Dr. Sandeep Soni, MD, is the Executive Director at CRISPR Therapeutics, Inc., a leading biotechnology company focused on developing transformative gene-based medicines for serious diseases. His extensive background in paediatric hematology, oncology, and stem cell transplantation has positioned him at the forefront of innovative therapies, particularly in the realm of gene editing.

Dr. Soni's academic journey includes training in multiple countries, including India, Israel, and the United States. He has played a pivotal role in advancing first-in-human gene therapy trials aimed at treating genetic disorders such as sickle cell disease and beta-thalassemia. His contributions to these fields have been instrumental in improving patient outcomes and expanding treatment options for rare blood disorders.

A significant aspect of Dr. Soni's work focuses on addressing health disparities among tribal and indigenous populations. His commitment to these communities is reflected in his research initiatives that aim to develop accessible gene therapies tailored to their unique genetic profiles. By collaborating with local health authorities and engaging with tribal leaders, he seeks to ensure that advancements in gene therapy benefit these underserved populations.

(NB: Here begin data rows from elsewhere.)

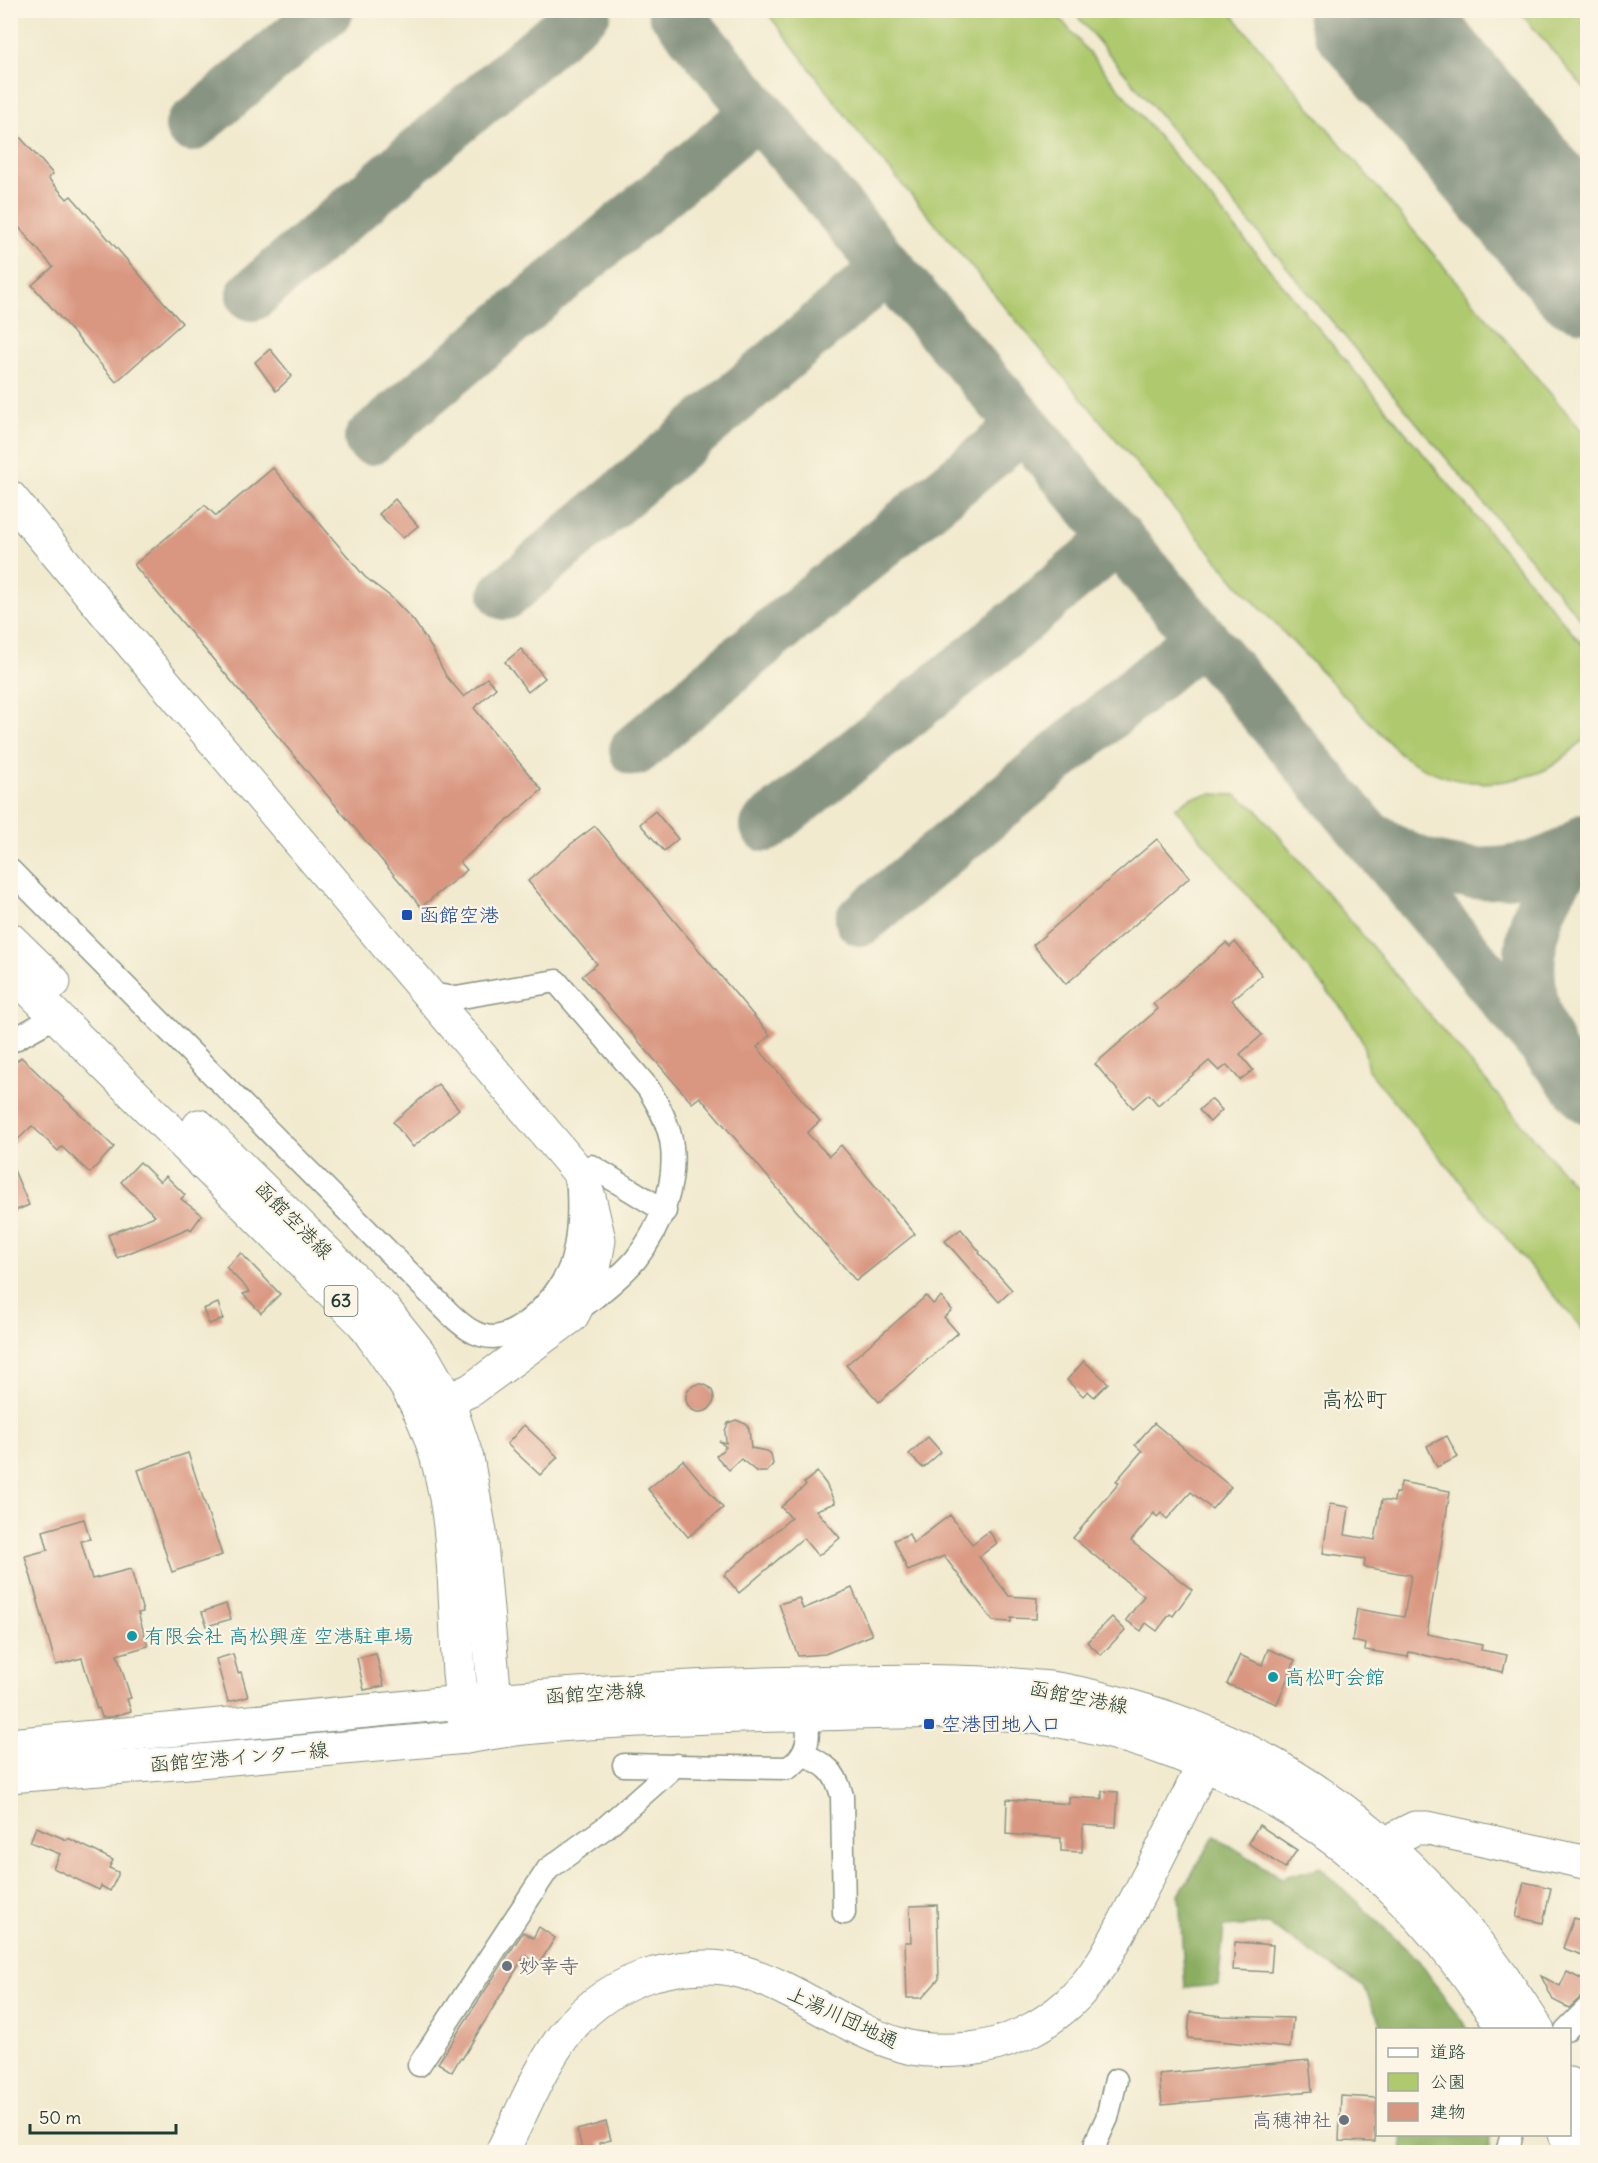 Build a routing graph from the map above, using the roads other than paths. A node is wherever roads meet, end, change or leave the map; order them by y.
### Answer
1 (10, 497) edge
2 (10, 870) edge
3 (10, 939) edge
4 (10, 970) edge
5 (430, 994) junction
6 (56, 1016) junction
7 (10, 1042) edge
8 (577, 1170) junction
9 (664, 1211) junction
10 (572, 1316) junction
11 (434, 1406) junction
12 (806, 1698) junction
13 (495, 1700) junction
14 (462, 1702) junction
15 (479, 1735) junction
16 (1218, 1736) junction
17 (10, 1745) edge
18 (804, 1754) junction
19 (624, 1765) dead end
20 (1204, 1765) junction
21 (676, 1766) junction
22 (10, 1776) edge
23 (1400, 1836) dead end
24 (1587, 1863) edge
25 (844, 1913) dead end
26 (1587, 2008) edge
27 (1503, 2028) edge
28 (1537, 2028) edge
29 (1568, 2028) edge
30 (419, 2065) dead end
31 (1116, 2080) dead end
32 (1571, 2088) edge
33 (1587, 2118) edge
34 (1511, 2136) edge
35 (1566, 2136) edge
36 (502, 2152) edge
37 (1095, 2152) edge
38 (1506, 2152) edge
39 (1575, 2152) edge

1 - 5 main road
2 - 8 street
3 - 11 main road, 函館空港線 / 63
4 - 6 main road, 函館空港線 / 63
5 - 8 main road
5 - 9 street
6 - 7 street
6 - 11 main road, 函館空港線 / 63
8 - 9 street
8 - 10 main road
9 - 10 street
10 - 11 main road
11 - 13 main road, 函館空港線 / 63
11 - 14 main road, 函館空港線 / 63
12 - 13 main road, 函館空港線
12 - 15 main road, 函館空港線
12 - 16 main road, 函館空港線
12 - 18 street
12 - 20 main road, 函館空港線
13 - 14 main road, 函館空港線
13 - 15 main road, 函館空港線 / 63
14 - 15 main road, 函館空港線 / 63
14 - 17 main road, 函館空港インター線
15 - 22 main road, 函館空港インター線
16 - 20 main road, 上湯川団地通
16 - 28 main road, 函館空港線
18 - 21 street
18 - 25 street
19 - 21 street
20 - 27 main road, 函館空港線
20 - 36 main road, 上湯川団地通
21 - 30 street
23 - 24 main road
26 - 29 street
31 - 37 street
32 - 33 main road
34 - 38 street
35 - 39 main road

Dr. Soni's leadership at CRISPR Therapeutics also involves advocating for ethical practices in gene therapy development, particularly concerning vulnerable communities. He emphasises the importance of culturally sensitive approaches in clinical trials and healthcare delivery, aiming to build trust and ensure equitable access to cutting-edge treatments.

Through his dedication to both scientific innovation and public health, Dr. Sandeep Soni continues to make significant strides in improving health outcomes for diverse populations, particularly those historically marginalised within the healthcare system. His work not only advances the field of gene therapy but also champions the cause of health equity for indigenous peoples.